Anyone can evolve into a successful contributor to society depending on circumstances.

It is true that we show our true colors in the eyes of adversity. This explains how humanitarians can travel from safe well paid jobs to zones of war to help others, and it explains how hundreds of thousands of refugee women and children from Venezuela fleeing into Colombia can be picked up by criminal networks and put into human trafficking to be exploited.

And it is not that most people are either "good" or "bad" - it depends. On the circumstances. I was told by a scholar of morals "fill a theatre with humanitarians and religious leaders and drop a fire bomb in the middle: a surprising majority will trample others to get out, especially if they do not know each other prior to the event".

The science of this looks at three main moral categories (study here):

  1. Unconditional operators - they will always contribute and fight for the collective good
  2. Free riders - they will always look out for themselves at cost of others if necessary
  3. Conditional operators - the large group, that will adapt to what most accept ("I was only following orders")

The question arises what makes us one or the other:

Can loving academics raise a serial killer?

Will every child born into a criminal environment be a criminal?

Can a pillar of society turn out to be a pedophile or wife beater?

Can a megalomanic psychopath become a president or corporate leader?

Can collectives of humans conspire to maim or annihilate everyone else to gain from it?

Are there humans who knowingly destroy earthly resources for generations to come in the name of personal profit right now?

All of the above happens all the time, and it seems like it would be great to understand the mechanics so we can pave a road for something better (if we are among those interested in that).

Can a criminal be reformed?

Is there a way to co-exist within these Four Laws and human traits?

We know it has worked in pockets of time and space. Some of the most wonderful human beings I have met are those who have come through the dark void of unjust life circumstances and ended up in addiction or jail, to come out as individuals I respect and would give the keys to my house or take care of my family.

We also know the opposite just by looking at the news.

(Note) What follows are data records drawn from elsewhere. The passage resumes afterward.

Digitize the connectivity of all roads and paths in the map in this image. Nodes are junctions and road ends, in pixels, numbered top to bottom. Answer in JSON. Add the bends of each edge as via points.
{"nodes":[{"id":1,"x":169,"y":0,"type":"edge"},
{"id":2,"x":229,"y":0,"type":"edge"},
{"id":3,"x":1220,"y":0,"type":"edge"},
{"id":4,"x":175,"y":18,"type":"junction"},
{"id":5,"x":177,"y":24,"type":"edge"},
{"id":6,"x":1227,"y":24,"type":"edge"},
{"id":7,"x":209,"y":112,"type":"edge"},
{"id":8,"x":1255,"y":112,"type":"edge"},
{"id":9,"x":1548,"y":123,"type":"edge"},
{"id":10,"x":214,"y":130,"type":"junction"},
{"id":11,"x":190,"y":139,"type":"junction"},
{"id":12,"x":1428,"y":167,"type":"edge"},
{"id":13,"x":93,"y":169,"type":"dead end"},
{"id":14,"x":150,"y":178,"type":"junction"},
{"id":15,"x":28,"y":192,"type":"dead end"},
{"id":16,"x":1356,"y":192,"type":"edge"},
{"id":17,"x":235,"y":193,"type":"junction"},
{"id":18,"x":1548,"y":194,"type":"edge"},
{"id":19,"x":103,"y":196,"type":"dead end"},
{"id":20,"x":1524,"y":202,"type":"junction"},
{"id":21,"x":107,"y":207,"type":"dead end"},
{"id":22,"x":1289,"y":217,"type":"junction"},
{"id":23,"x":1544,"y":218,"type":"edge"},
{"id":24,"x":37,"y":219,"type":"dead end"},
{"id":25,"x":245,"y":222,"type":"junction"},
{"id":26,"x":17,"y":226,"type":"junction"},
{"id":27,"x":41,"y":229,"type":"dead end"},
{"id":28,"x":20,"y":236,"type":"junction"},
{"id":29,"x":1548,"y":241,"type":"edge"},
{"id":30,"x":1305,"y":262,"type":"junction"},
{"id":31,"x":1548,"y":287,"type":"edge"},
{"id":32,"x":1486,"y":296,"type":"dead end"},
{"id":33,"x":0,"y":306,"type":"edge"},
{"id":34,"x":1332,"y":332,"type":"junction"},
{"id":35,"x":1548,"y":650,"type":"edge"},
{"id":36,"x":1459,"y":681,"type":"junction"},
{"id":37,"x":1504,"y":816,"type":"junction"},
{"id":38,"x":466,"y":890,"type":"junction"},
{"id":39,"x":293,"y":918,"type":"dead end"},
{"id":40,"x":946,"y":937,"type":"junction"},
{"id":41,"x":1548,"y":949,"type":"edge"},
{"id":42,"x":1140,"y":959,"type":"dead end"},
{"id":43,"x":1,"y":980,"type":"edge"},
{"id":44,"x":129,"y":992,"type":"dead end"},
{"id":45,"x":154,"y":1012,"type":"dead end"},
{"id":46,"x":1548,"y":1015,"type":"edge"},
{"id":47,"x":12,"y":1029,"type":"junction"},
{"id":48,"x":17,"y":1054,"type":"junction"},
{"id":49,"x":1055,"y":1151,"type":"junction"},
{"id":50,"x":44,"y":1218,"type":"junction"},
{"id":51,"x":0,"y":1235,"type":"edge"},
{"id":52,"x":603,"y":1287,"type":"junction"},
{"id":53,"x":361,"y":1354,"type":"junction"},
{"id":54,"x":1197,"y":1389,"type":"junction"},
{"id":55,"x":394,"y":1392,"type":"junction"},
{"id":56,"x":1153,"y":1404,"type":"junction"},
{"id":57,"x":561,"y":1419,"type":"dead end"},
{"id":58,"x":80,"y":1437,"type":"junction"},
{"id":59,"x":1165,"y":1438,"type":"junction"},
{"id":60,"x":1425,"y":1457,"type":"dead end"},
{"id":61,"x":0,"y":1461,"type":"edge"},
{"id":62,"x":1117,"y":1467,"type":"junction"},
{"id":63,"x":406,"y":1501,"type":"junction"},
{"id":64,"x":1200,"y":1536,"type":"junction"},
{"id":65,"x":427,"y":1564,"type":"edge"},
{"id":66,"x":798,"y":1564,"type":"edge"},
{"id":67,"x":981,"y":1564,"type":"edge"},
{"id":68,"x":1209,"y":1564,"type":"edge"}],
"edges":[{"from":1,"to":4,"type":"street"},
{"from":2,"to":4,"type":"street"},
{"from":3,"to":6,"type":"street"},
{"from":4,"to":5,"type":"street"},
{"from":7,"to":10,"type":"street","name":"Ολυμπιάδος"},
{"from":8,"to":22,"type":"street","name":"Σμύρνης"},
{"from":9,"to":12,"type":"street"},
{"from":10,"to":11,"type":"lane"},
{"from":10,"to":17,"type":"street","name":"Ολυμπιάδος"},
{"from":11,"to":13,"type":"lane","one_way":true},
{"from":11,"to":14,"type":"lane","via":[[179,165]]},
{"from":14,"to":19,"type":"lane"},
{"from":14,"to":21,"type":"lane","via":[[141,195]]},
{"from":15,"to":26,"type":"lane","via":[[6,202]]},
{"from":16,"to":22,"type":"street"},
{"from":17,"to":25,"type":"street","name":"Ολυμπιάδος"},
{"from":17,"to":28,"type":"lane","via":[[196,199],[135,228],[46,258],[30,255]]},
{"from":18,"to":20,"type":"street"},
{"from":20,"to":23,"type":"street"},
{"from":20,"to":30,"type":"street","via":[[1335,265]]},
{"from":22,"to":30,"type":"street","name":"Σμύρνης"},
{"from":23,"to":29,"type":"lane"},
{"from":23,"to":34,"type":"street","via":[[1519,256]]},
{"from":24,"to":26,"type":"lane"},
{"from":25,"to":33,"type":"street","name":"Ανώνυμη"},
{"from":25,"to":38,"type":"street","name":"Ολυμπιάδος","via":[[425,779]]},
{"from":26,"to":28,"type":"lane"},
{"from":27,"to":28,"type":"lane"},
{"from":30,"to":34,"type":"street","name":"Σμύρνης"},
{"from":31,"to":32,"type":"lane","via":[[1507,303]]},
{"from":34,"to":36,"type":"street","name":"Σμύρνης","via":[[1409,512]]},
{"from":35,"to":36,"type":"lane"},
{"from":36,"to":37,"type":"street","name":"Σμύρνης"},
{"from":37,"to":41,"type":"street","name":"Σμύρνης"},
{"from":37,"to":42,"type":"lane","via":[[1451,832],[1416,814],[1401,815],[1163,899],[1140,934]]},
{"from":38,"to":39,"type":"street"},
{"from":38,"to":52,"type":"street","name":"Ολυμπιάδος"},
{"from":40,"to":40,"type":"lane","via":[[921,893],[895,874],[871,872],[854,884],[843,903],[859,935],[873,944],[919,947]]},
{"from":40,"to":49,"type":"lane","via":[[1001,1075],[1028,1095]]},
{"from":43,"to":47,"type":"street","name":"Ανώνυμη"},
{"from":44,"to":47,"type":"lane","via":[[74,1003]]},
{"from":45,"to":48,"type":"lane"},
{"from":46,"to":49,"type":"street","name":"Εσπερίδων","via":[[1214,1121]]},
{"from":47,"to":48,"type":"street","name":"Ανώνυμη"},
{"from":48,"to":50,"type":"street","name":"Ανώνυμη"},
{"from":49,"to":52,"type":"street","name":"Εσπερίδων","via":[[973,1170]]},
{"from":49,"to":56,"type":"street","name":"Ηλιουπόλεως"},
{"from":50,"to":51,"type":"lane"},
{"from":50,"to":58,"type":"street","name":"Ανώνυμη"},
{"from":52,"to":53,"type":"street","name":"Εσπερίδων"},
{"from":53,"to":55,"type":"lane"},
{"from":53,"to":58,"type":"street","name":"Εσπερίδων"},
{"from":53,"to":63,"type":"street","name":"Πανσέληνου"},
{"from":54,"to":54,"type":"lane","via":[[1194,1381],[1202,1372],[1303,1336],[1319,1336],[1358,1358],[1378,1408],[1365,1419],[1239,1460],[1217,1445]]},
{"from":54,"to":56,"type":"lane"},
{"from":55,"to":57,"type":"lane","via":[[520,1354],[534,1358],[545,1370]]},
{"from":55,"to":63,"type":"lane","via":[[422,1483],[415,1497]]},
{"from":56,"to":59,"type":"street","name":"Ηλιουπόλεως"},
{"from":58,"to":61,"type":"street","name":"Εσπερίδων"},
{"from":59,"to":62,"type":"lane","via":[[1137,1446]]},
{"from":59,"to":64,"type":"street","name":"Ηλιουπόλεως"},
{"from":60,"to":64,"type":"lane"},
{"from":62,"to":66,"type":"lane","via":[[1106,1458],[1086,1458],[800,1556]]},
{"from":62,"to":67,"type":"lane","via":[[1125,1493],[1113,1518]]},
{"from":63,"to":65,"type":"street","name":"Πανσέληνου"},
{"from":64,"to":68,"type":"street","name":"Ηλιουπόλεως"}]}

In the spirit of Robert Sapolsky, an American academic, neuroscientist, and primatologist we may consider the concept of "free will" to play a much minor role than we may find comfortable. Basically he says we are the sum of innumerable factors and coincidences and good intents and bad intents and parenting and the internet and..

And this is not something we can "design" or "change" in a simple way. It adheres not to deconstructive logic such as that of mechanics and machines, it is the kind of logic that shapes a cloud: a field called chaos logic. It all boils down to one answer to every question: "it depends".

In Sweden we come from a generally naive culture of trusting authorities with all our personal information and politicians to be looking out for our best. Lately scandals are unravelling at a pace where we seem to be, globally speaking, much more normal.

If true, would it be crazy to talk about this more?